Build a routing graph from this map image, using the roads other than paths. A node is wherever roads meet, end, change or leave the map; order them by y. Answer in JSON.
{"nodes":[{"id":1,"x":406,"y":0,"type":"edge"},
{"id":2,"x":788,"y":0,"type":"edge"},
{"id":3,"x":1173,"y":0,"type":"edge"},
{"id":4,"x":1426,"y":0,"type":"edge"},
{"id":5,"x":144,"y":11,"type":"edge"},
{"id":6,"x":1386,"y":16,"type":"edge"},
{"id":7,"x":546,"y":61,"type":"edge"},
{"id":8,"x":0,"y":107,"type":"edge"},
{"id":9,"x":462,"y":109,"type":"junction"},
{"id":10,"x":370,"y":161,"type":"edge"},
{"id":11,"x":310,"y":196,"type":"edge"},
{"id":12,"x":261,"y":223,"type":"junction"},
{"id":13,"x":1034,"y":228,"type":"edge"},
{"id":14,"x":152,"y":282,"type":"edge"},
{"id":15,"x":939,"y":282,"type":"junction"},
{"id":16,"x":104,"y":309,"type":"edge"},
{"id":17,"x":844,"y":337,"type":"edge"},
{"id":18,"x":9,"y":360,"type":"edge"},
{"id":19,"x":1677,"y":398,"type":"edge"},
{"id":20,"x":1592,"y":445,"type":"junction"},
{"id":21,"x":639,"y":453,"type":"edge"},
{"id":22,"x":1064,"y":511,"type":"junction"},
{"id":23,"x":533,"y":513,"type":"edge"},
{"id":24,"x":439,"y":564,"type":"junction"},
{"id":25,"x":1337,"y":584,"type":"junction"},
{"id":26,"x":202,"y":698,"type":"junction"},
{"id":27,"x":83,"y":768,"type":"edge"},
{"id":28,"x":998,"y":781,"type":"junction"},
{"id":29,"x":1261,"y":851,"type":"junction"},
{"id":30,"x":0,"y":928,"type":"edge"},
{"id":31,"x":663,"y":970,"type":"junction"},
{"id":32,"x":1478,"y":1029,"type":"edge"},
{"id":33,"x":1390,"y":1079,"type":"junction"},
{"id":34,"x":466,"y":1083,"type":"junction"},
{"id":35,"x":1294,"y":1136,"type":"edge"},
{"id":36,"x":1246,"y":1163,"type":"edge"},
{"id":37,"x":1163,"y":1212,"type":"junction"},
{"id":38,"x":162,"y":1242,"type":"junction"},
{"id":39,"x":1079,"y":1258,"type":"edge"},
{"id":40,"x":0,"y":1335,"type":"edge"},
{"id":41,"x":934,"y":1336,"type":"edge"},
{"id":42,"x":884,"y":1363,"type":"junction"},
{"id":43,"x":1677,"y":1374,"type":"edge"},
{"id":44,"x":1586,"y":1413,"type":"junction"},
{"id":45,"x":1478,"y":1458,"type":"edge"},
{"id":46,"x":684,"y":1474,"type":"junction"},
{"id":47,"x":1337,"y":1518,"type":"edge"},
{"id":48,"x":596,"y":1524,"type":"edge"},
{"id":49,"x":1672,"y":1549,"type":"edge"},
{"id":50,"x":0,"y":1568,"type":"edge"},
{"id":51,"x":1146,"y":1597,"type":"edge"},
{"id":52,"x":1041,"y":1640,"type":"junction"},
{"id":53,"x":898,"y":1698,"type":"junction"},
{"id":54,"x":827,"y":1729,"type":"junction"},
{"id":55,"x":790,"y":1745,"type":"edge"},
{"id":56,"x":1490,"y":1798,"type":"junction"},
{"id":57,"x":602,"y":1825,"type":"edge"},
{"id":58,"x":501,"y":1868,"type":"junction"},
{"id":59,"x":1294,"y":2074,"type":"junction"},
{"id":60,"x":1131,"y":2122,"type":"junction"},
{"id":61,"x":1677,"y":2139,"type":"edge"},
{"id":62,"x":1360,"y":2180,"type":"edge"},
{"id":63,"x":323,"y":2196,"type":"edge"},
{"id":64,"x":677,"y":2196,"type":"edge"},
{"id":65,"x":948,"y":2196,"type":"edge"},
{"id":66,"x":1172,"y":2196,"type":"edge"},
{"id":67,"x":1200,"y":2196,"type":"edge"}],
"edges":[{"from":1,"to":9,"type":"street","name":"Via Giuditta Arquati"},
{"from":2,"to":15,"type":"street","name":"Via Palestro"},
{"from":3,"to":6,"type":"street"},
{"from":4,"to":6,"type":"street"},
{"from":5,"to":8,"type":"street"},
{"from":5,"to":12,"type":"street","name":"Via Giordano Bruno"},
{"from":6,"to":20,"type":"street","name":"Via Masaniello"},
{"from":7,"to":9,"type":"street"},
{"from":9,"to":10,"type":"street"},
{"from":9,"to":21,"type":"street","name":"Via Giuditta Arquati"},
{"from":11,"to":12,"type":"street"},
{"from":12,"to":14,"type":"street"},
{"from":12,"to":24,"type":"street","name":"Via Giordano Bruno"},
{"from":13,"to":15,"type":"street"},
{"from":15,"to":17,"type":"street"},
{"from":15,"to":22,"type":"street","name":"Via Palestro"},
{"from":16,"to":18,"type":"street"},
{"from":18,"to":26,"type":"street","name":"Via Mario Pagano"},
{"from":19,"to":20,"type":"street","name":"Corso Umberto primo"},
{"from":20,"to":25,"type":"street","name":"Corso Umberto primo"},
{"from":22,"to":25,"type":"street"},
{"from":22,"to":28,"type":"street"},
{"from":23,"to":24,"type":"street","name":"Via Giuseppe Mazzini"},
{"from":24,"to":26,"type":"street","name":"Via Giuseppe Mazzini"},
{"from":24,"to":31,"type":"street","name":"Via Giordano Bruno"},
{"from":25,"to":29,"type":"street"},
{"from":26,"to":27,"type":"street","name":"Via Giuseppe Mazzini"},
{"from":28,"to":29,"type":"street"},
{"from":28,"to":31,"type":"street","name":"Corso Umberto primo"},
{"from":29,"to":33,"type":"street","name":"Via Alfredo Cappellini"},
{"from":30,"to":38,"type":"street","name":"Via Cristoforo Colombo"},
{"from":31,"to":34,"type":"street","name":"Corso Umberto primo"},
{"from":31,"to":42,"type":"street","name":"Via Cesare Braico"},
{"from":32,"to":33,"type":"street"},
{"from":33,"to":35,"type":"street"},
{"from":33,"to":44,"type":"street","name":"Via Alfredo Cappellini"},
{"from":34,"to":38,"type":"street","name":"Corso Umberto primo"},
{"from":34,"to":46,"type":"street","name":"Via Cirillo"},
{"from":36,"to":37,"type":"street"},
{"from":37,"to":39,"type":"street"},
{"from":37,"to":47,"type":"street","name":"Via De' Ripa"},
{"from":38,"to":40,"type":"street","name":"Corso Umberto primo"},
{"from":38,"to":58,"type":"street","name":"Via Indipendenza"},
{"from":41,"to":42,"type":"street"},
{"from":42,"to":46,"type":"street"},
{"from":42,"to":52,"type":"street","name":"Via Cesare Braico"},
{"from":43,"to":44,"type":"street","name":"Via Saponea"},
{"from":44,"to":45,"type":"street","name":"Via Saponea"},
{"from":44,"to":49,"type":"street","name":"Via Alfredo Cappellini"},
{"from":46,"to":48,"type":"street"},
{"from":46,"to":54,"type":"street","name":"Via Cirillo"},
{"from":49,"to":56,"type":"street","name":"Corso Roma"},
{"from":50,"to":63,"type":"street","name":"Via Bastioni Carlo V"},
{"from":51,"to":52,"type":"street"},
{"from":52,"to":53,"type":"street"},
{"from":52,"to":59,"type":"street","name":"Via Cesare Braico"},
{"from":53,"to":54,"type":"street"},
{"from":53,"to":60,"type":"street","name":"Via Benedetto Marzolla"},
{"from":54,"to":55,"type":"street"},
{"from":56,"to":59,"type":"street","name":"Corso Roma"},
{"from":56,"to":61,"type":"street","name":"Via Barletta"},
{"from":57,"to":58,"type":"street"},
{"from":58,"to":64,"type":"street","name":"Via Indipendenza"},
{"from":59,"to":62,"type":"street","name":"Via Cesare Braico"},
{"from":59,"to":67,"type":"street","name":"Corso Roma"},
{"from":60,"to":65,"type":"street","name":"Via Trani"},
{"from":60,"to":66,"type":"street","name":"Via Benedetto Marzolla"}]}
* * * *
**What you have to do**.
What are the lines above that hold the string "Palestro"? Copy them.

**Answer for this exercise**.
{"from":2,"to":15,"type":"street","name":"Via Palestro"},
{"from":15,"to":22,"type":"street","name":"Via Palestro"},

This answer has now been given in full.